Late last year, this blog discussed Jefferson Davis’ proclamation in late 1862 denying black Union soldiers the traditional protections of prisoners of war should they ever fall into Confederate hands. Instead, Davis indicated they and their white officers would be treated under relevant state law for inciting “servile insurrection.” That is, they would be treated as if, like John Brown, they were fomenting a slave revolt, and subject to capital punishment, and in the case of African Americans, re-enslavement or worse.
With little fanfare, on May 1, 1863, the Confederate Congress basically ratified President Davis’ proclamation with the Retaliatory Act. The only substantive difference was that under this legislation, the Confederate Army was empowered to punish white officers of black Union soldiers instead of transferring them to state authorities for this purpose, as envisioned in Jefferson Davis’ proclamation. In essence, the law more-or-less empowered army leaders to deal as they wanted with African Americans in federal uniform and their officers.
The legislation in practice gave license to the ad hoc way which the Confederate Army would treat black Union prisoners and their white officers. On some occasions, such as the infamous incident at Fort Pillow in April 1864, African Americans in federal uniform would be massacred. In other cases, they would be taken as forced laborers for the Confederate Army, or diverted by southern soldiers as personal servants or even sent to family plantations. Some were treated more-or-less as other Union POWs, and sent to prisons like Andersonville and elsewhere. About the only thing that apparently never happened to black Union prisoners was that they were paroled or exchanged for Confederate prisoners in Union custody. Indeed, the Union-Confederate prisoner exchange cartel broke down in April 1864 over the Confederate refusal to return black Union prisoners. Although the cartel resumed in January 1865, when the Confederates agreed to return black prisoners, no African Americans seem to have been exchanged before the war ended.
Indeed, the Confederates also refused to release African American servants and laborers attached to the Union Army that fell into their hands, even a handful of free born blacks from the North that fell into their hands.

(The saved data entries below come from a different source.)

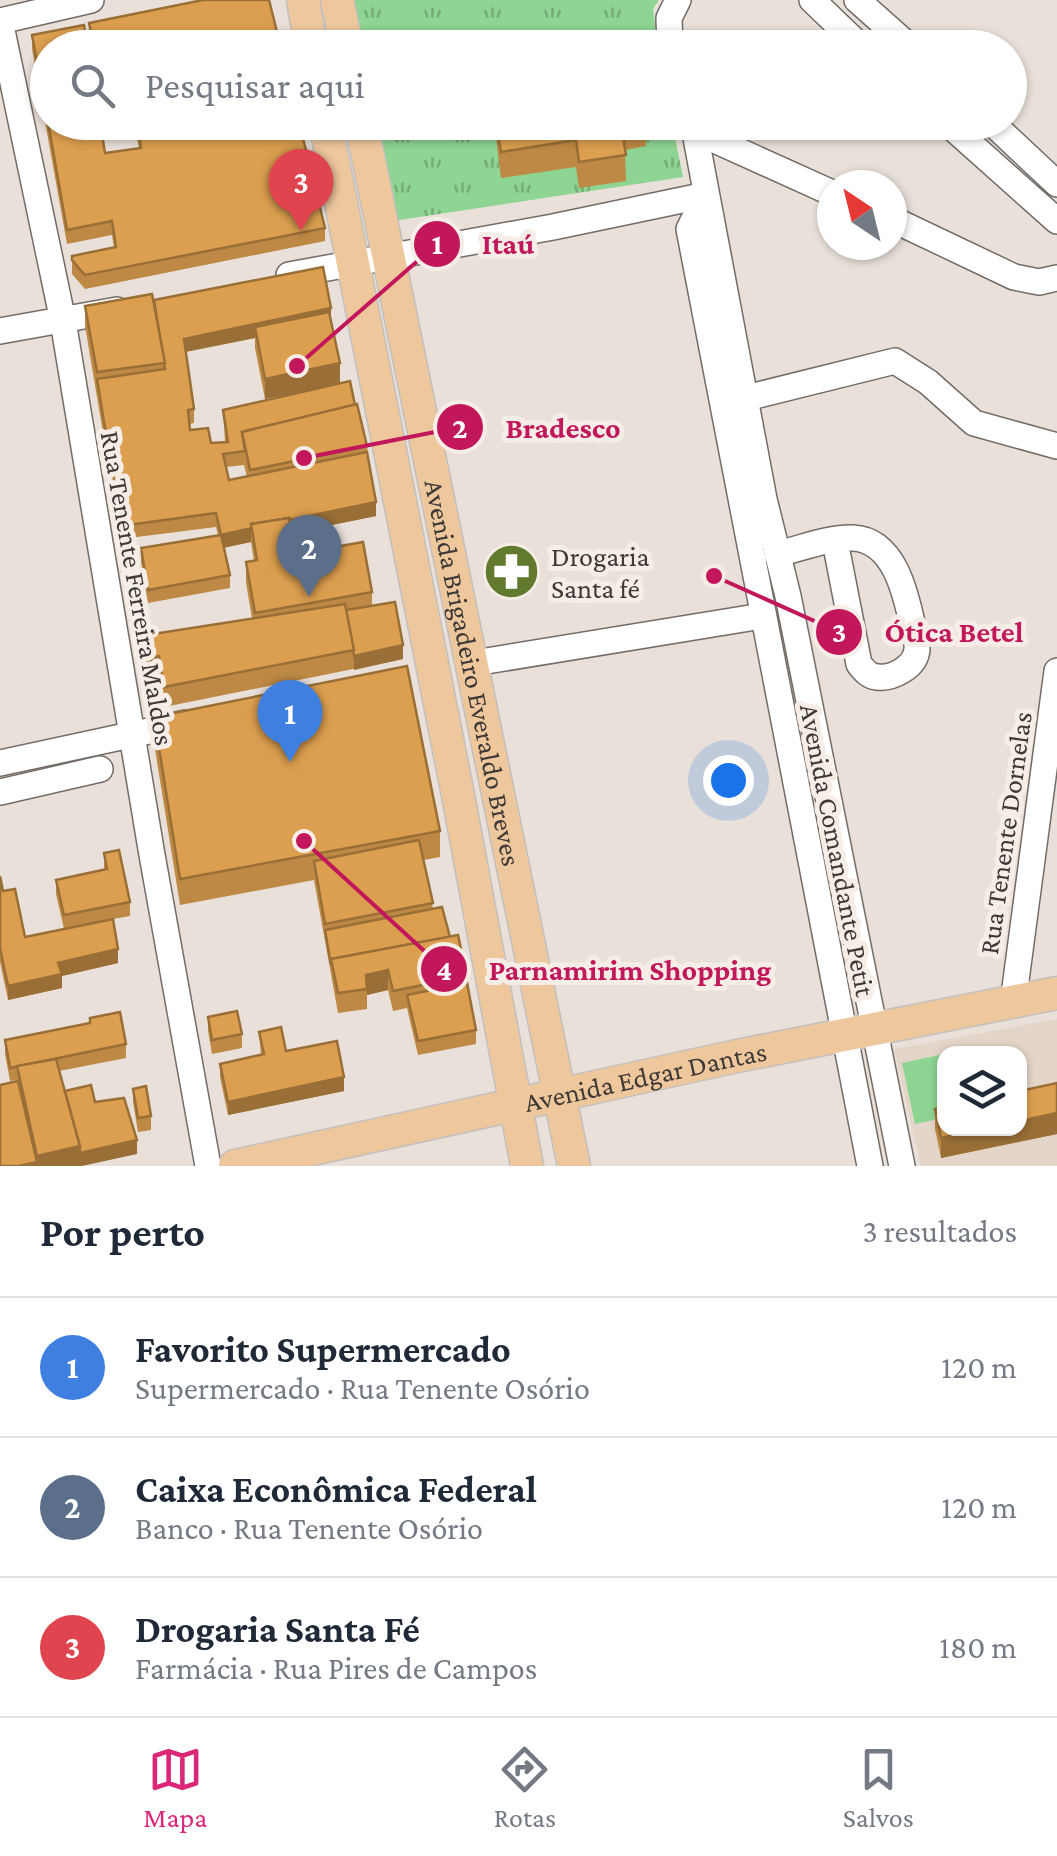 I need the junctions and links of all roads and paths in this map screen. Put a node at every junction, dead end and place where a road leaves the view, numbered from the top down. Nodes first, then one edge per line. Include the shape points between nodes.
1 (91, 0) edge
2 (302, 0) edge
3 (337, 0) edge
4 (678, 0) edge
5 (812, 0) edge
6 (857, 0) edge
7 (0, 21) edge
8 (308, 30) edge
9 (343, 30) edge
10 (669, 30) edge
11 (843, 30) edge
12 (891, 30) edge
13 (329, 140) edge
14 (366, 140) edge
15 (697, 140) edge
16 (722, 140) edge
17 (966, 140) edge
18 (1010, 140) edge
19 (1057, 184) edge
20 (817, 186) edge
21 (706, 195) junction
22 (1057, 222) edge
23 (907, 226) edge
24 (390, 256) junction
25 (353, 264) junction
26 (1057, 278) edge
27 (258, 281) edge
28 (142, 304) edge
29 (63, 321) junction
30 (0, 331) edge
31 (746, 398) junction
32 (1057, 446) edge
33 (754, 502) junction
34 (835, 541) junction
35 (778, 554) junction
36 (762, 616) junction
37 (474, 663) junction
38 (1057, 672) edge
39 (208, 718) edge
40 (132, 734) junction
41 (0, 762) edge
42 (100, 770) dead end
43 (0, 792) edge
44 (1057, 993) edge
45 (1012, 1003) junction
46 (858, 1032) junction
47 (560, 1096) junction
48 (514, 1106) junction
49 (208, 1166) edge
50 (235, 1166) edge
51 (527, 1166) edge
52 (574, 1166) edge
53 (870, 1166) edge
54 (902, 1166) edge

1 - 7 street
2 - 8 main road
3 - 9 main road
4 - 10 street
5 - 11 street
6 - 12 street
7 - 29 street, Rua Tenente Ferreira Maldos
13 - 25 main road, Avenida Brigadeiro Everaldo Breves
14 - 24 main road, Avenida Brigadeiro Everaldo Breves
15 - 21 street, Avenida Comandante Petit
16 - 20 street
17 - 22 street
18 - 19 street
21 - 24 street
21 - 31 street, Avenida Comandante Petit
21 - 33 street, Avenida Comandante Petit via 689,230
23 - 26 street via 1014,277
24 - 25 street
24 - 37 main road, Avenida Brigadeiro Everaldo Breves
25 - 27 street
25 - 48 main road, Avenida Brigadeiro Everaldo Breves via 424,673
28 - 29 street
29 - 30 street
29 - 40 street, Rua Tenente Ferreira Maldos
31 - 32 street via 896,360 974,423
31 - 33 street, Avenida Comandante Petit
33 - 35 street, Avenida Comandante Petit
33 - 36 street, Avenida Comandante Petit
34 - 34 street via 867,541 904,583 918,651 900,672 878,678 859,664
34 - 35 street
35 - 46 street, Avenida Comandante Petit
36 - 37 street
36 - 46 street, Avenida Comandante Petit
37 - 47 main road, Avenida Brigadeiro Everaldo Breves
38 - 45 street, Rua Tenente Dornelas
39 - 40 street
40 - 41 street
40 - 49 street, Rua Tenente Ferreira Maldos
42 - 43 street
44 - 45 main road, Avenida Edgar Dantas
45 - 46 main road, Avenida Edgar Dantas
46 - 47 main road, Avenida Edgar Dantas
46 - 53 street, Avenida Comandante Petit
46 - 54 street, Avenida Comandante Petit
47 - 48 main road, Avenida Edgar Dantas
47 - 52 main road, Avenida Brigadeiro Everaldo Breves
48 - 50 main road, Avenida Edgar Dantas
48 - 51 main road, Avenida Brigadeiro Everaldo Breves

An earlier edition, Civil War Emancipation explored the case of John A. Emery, a free black man from Salem, Massachusetts, who was enslaved after being captured by Confederate troops during the Peninsula Campaign. He was a servant of an officer in the 16th Massachusetts Infantry and had to be left behind as Union troops evacuated the Peninsula in Virginia in Summer 1862 because he was too sick to be moved. His ultimate fate is unknown.
Two other free-born northern blacks, boys really, captured by Confederate troops in Texas, Charles Amos and his cousin, Charles Revaleon, also were enslaved. The two teenagers had signed on with the 42nd Massachusetts Infantry as officers’ servants and had fallen into rebel hands when Confederate forces had recaptured Galveston in January 1863. They were taken to Houston and sold in the city’s slave market. The commanding officer of the 42nd later wrote:
The chance that I feared and warned poor Charley against has been his fate. He was sold into slavery at Houston, Tex., the second or third day of his captivity. My brother said all that man could to save him without avail, as well as the other officers who liked the boy very much. His cousin shared a like fate. His aunt will remember that I tried to discourage the boy in every way that I could from going with us but without avail. Charley is smart and if he can only keep his tongue within bounds he will make his escape before any length of time elapses.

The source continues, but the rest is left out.